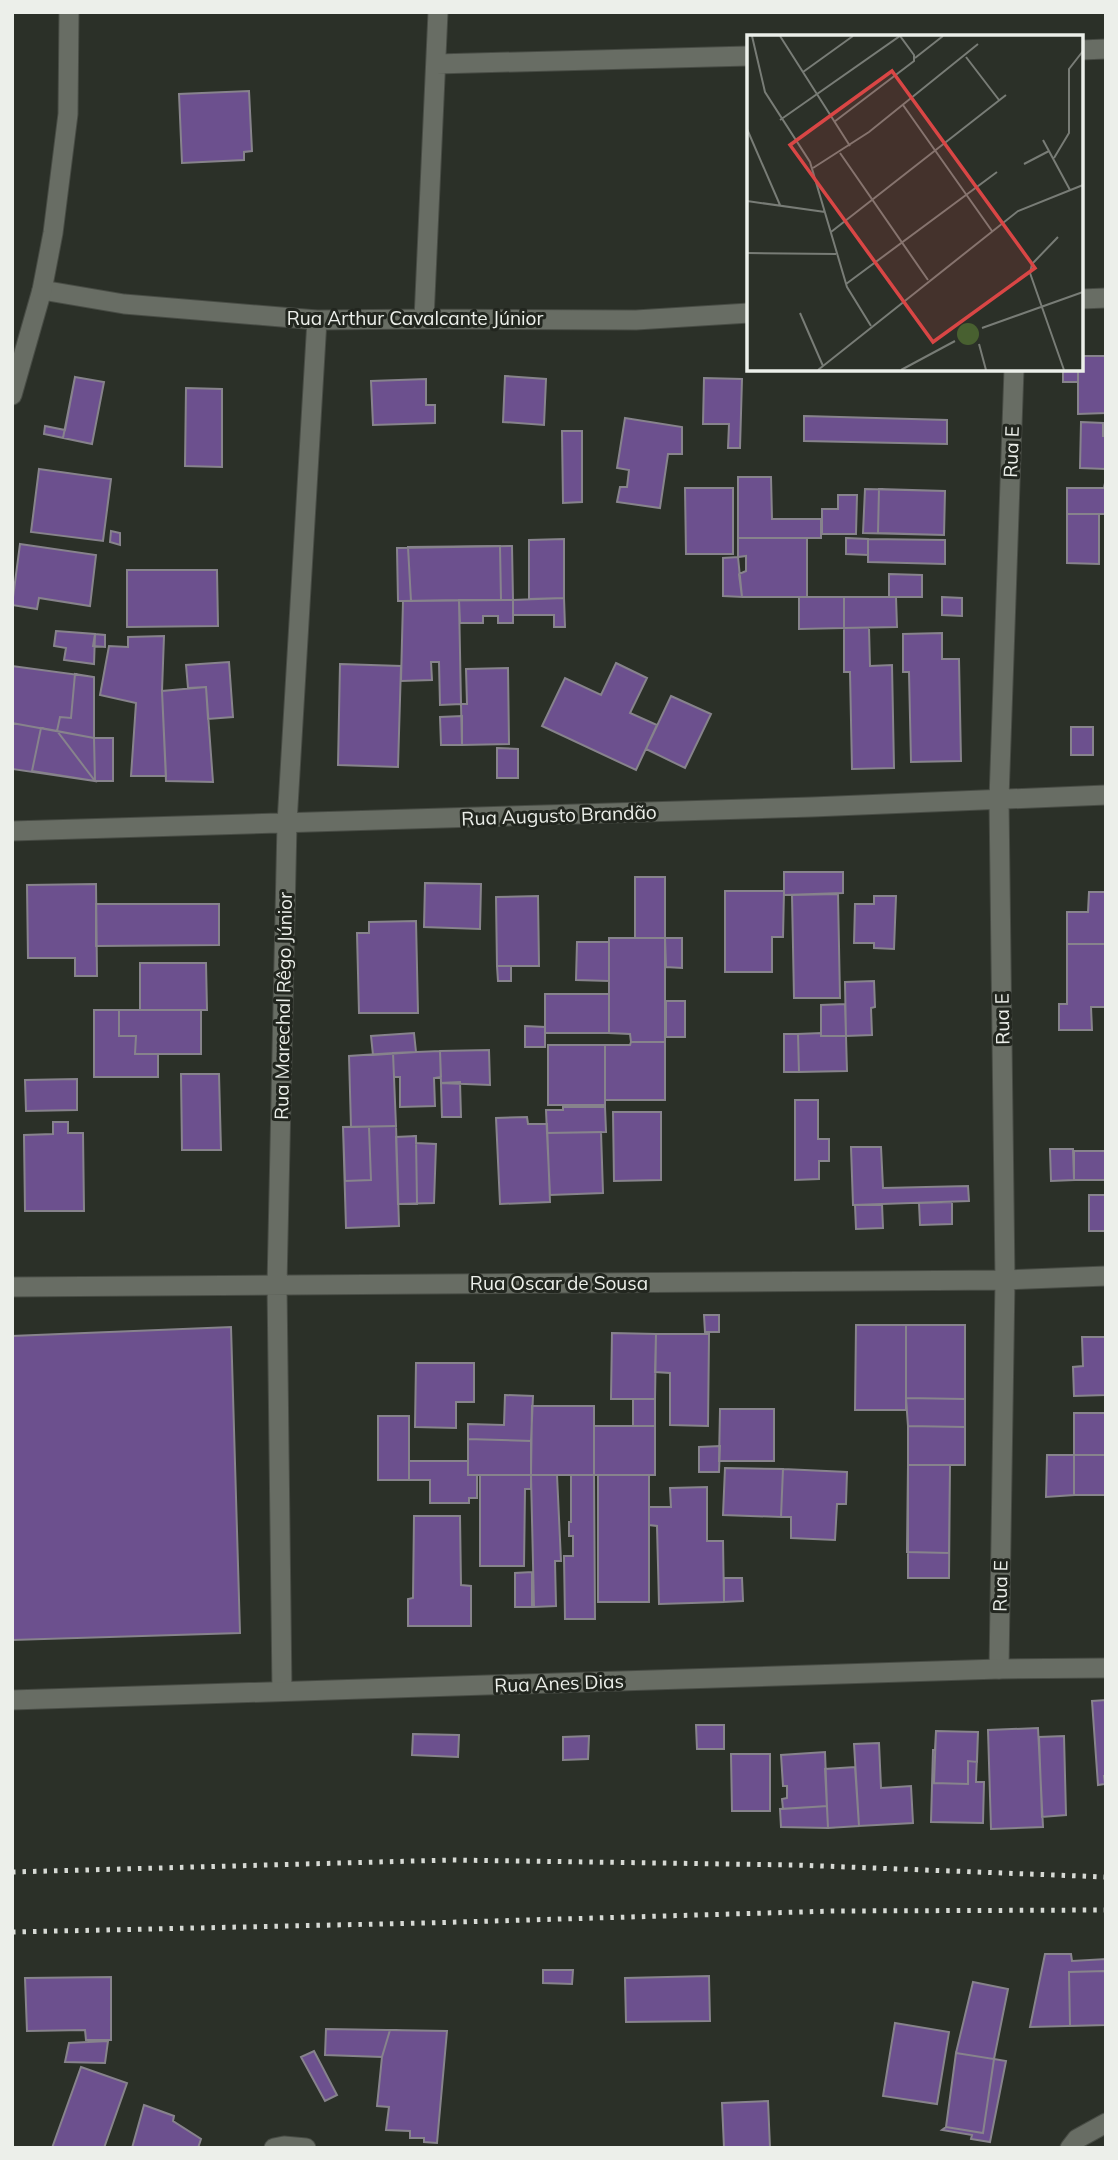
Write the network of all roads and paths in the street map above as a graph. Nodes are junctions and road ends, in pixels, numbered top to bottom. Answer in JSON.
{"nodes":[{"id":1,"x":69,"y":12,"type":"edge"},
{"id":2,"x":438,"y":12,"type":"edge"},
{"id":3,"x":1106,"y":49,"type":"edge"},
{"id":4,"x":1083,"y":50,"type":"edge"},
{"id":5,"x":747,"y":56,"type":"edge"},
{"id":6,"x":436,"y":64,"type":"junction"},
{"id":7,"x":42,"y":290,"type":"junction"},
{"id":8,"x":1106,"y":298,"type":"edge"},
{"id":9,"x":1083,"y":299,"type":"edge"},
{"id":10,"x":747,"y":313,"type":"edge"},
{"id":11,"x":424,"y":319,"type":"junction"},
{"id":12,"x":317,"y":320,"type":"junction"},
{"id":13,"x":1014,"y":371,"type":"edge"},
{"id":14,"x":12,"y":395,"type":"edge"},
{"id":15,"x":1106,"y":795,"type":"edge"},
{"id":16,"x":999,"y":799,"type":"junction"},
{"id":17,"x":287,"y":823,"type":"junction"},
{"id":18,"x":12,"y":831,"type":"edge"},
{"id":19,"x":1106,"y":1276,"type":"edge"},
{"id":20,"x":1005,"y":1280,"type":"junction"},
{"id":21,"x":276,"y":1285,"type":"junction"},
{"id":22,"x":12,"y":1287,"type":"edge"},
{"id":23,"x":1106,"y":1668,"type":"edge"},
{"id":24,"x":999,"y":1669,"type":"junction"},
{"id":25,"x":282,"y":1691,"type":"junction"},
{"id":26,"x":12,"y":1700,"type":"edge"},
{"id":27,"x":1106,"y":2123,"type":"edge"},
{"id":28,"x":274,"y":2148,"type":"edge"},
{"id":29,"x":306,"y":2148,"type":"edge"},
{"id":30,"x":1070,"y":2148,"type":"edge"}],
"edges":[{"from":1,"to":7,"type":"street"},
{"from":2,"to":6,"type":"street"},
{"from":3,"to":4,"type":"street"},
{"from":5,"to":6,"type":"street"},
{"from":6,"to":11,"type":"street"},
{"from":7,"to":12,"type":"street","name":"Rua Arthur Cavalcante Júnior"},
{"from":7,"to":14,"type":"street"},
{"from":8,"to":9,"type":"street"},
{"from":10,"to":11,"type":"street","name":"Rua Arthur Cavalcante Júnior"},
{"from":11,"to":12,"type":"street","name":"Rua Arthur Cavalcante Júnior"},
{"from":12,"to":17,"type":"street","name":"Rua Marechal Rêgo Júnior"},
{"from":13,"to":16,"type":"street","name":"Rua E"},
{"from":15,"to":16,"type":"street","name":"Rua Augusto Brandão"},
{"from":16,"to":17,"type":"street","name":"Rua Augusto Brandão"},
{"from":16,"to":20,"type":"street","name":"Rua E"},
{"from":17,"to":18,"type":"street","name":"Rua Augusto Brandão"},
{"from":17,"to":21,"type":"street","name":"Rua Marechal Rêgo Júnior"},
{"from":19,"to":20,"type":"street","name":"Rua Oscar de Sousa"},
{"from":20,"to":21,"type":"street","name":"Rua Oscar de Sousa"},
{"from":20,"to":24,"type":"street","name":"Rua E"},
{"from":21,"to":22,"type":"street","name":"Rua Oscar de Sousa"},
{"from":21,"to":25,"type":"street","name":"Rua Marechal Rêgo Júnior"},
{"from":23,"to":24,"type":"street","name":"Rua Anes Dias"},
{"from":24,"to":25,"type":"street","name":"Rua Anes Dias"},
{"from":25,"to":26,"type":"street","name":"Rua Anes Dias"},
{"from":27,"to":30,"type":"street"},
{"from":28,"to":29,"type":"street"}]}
==
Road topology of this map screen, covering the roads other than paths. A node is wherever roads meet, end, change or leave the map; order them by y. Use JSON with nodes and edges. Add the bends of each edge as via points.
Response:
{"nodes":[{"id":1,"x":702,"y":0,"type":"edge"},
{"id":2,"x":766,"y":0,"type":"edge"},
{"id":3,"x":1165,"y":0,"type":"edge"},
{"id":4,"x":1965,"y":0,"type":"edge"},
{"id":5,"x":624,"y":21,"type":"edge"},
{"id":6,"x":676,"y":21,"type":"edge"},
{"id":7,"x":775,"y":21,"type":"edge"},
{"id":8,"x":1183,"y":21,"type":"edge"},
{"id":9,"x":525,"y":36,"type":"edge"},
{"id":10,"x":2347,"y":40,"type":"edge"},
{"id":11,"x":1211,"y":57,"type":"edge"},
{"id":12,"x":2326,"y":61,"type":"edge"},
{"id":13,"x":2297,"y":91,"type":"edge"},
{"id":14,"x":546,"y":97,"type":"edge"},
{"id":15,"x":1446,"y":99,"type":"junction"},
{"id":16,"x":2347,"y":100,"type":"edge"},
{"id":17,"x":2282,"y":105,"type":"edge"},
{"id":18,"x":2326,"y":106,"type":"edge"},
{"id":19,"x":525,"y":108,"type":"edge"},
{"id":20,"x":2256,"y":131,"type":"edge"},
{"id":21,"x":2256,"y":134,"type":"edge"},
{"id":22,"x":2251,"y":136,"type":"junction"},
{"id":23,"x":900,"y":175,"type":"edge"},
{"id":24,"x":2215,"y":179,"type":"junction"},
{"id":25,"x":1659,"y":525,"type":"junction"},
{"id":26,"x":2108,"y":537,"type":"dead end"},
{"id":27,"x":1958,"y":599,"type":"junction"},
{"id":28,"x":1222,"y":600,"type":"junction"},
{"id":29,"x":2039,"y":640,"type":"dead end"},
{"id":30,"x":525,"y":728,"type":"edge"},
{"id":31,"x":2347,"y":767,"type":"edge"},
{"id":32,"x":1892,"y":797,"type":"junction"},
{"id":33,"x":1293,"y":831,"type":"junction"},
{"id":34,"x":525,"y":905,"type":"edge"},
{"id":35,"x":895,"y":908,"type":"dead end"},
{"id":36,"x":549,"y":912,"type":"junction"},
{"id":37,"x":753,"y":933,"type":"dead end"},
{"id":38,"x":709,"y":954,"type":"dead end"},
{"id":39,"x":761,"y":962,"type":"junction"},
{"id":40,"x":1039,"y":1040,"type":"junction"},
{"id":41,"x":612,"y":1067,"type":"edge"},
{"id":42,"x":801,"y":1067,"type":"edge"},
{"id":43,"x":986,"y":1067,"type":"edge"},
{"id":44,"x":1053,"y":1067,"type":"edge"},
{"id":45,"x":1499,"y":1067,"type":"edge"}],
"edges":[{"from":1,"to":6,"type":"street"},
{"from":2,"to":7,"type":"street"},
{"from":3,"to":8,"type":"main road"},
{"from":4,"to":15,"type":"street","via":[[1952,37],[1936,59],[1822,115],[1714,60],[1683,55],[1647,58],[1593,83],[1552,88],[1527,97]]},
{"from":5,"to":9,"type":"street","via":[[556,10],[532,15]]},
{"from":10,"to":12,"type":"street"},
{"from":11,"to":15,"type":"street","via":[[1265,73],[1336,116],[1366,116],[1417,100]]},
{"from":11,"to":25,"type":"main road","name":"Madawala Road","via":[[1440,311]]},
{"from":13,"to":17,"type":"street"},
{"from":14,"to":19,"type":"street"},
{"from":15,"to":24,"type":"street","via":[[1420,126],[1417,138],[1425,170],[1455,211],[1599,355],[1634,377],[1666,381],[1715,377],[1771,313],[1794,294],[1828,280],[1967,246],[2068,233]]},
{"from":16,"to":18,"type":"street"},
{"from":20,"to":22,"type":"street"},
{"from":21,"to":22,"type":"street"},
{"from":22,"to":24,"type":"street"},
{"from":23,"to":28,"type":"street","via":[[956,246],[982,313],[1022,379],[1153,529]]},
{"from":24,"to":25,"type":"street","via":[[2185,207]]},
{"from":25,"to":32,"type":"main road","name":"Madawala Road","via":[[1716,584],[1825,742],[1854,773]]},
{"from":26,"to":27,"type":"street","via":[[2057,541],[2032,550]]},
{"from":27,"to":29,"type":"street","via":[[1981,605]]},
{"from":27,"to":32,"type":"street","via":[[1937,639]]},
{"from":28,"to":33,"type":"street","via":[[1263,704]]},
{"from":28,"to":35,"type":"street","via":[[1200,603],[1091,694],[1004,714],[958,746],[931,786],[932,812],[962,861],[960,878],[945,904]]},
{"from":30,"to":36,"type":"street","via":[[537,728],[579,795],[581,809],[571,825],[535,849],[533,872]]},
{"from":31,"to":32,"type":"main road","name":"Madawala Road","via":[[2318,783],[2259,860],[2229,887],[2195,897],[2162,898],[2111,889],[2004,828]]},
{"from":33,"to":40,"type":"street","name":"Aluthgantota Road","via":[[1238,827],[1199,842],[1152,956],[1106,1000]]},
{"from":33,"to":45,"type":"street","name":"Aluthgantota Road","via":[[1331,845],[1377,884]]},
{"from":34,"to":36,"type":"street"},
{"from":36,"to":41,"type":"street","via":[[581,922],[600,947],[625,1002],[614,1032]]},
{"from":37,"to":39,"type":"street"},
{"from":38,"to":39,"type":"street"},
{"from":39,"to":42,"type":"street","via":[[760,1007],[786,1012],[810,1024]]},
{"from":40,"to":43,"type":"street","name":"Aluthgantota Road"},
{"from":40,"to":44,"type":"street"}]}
--
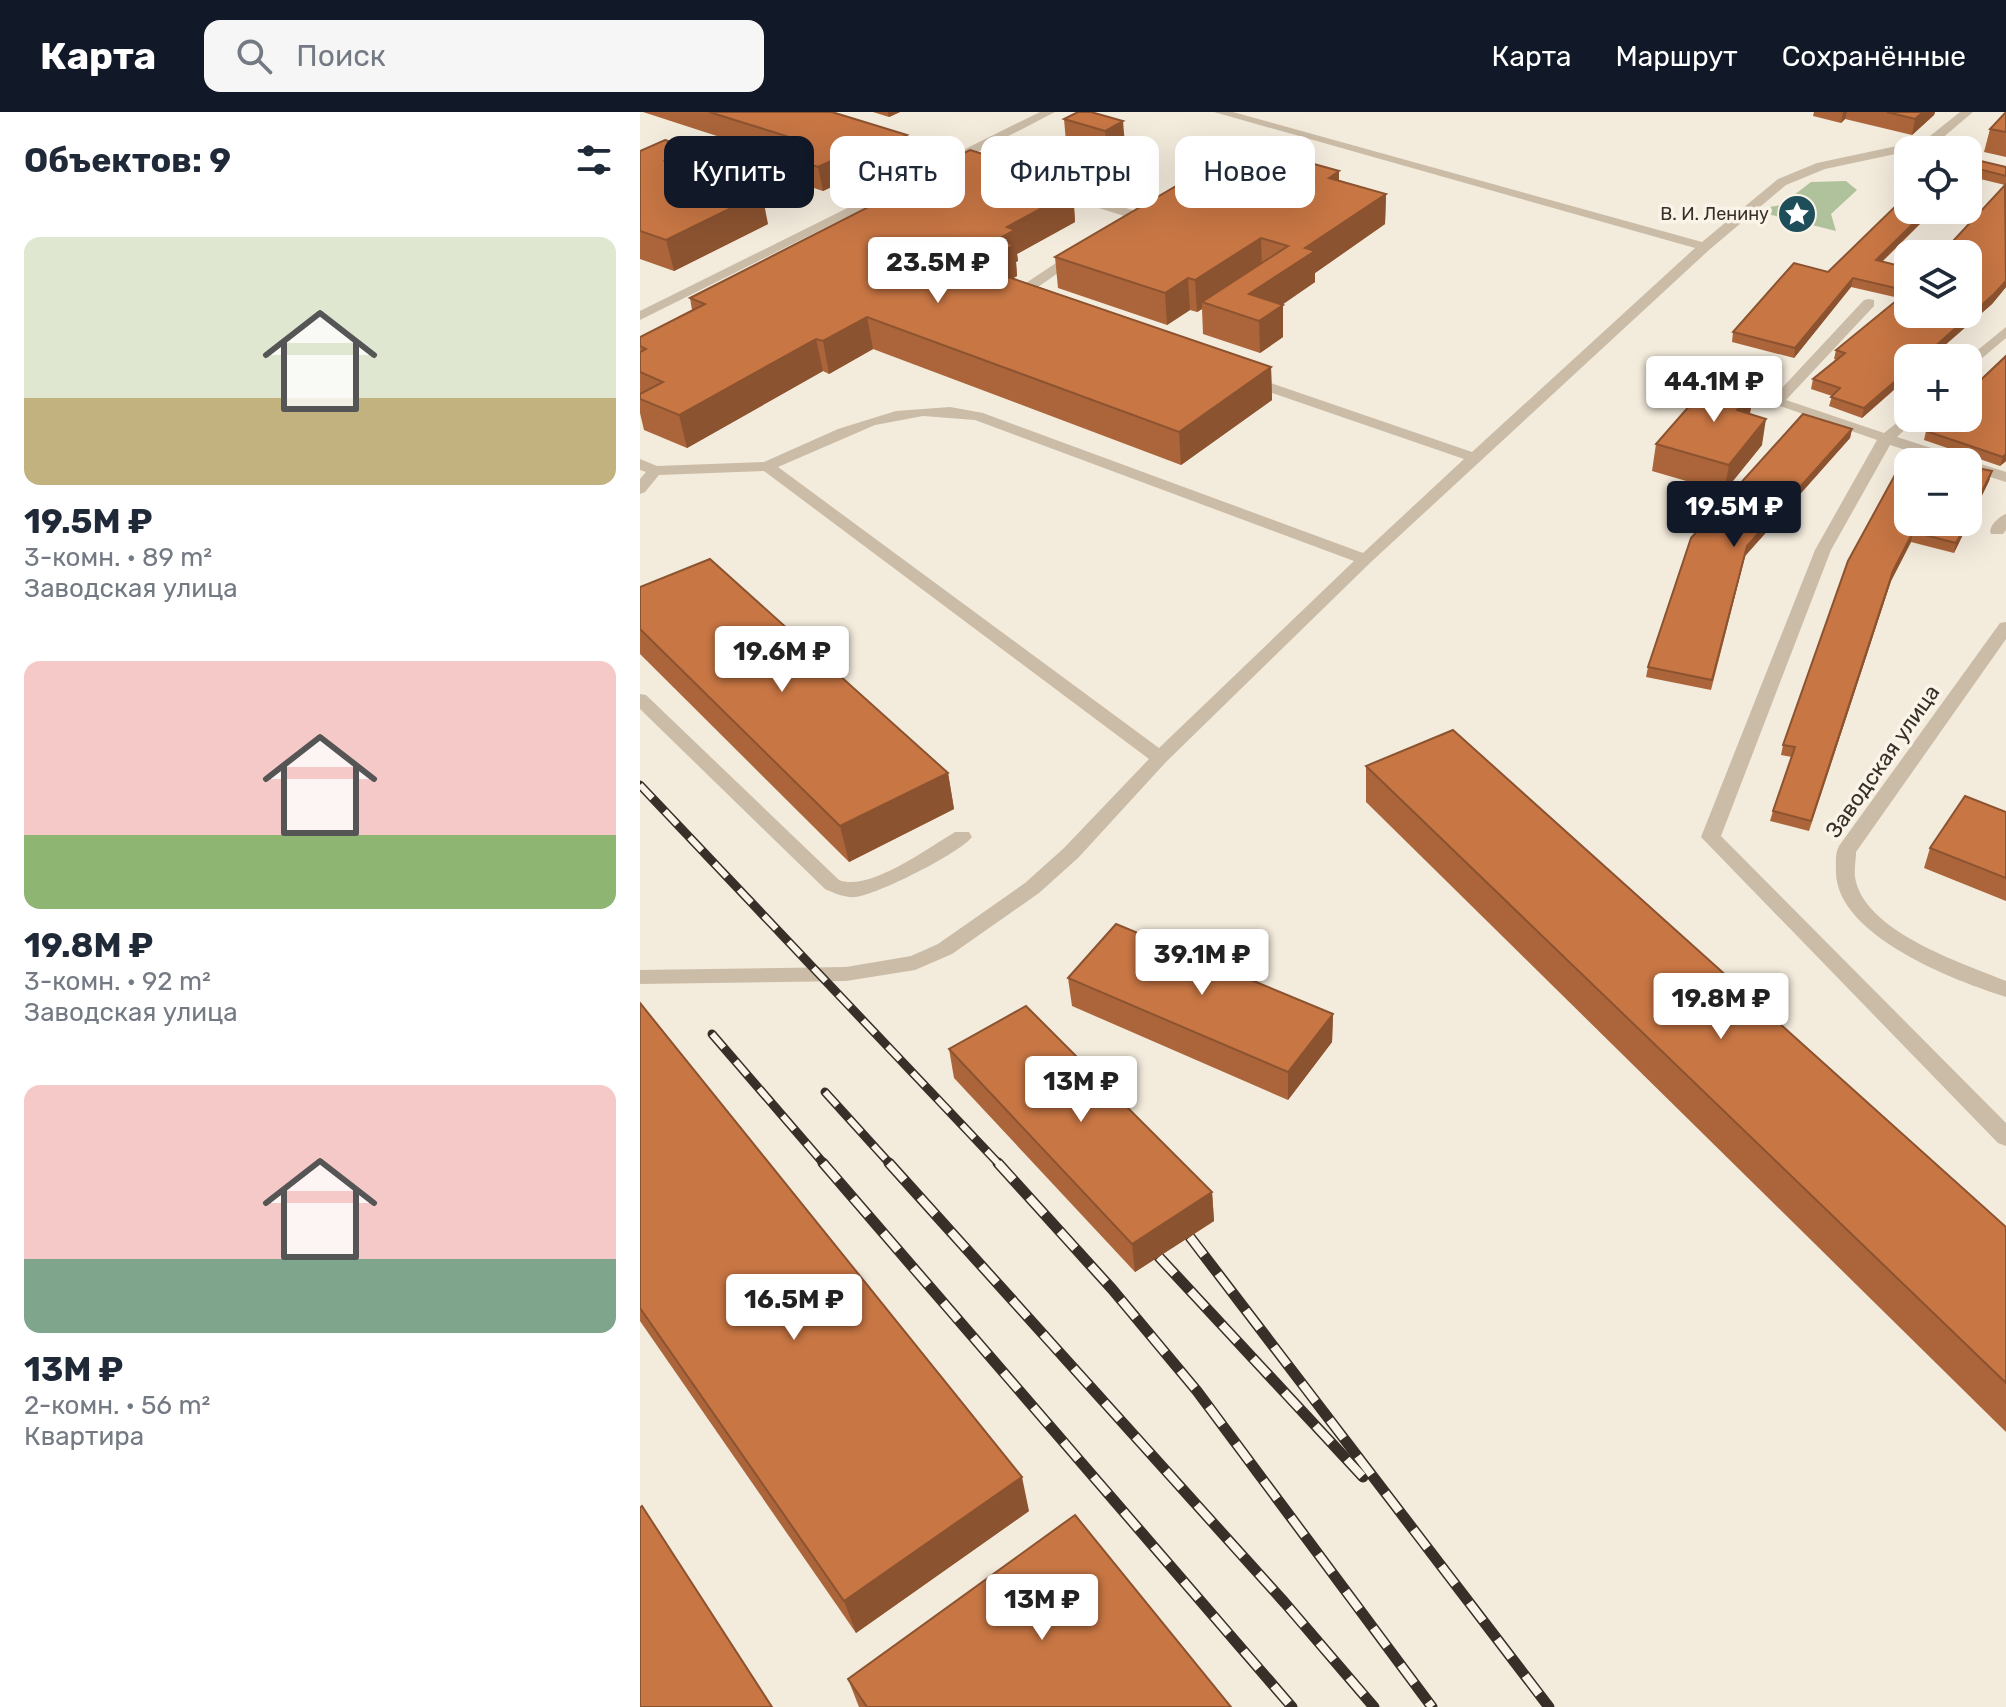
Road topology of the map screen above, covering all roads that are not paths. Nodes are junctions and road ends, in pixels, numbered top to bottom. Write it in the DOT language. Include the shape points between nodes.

What is being asked: A single integer is the expected output: the number of lines in the data that include the word "covering".

Answer to this exercise: 2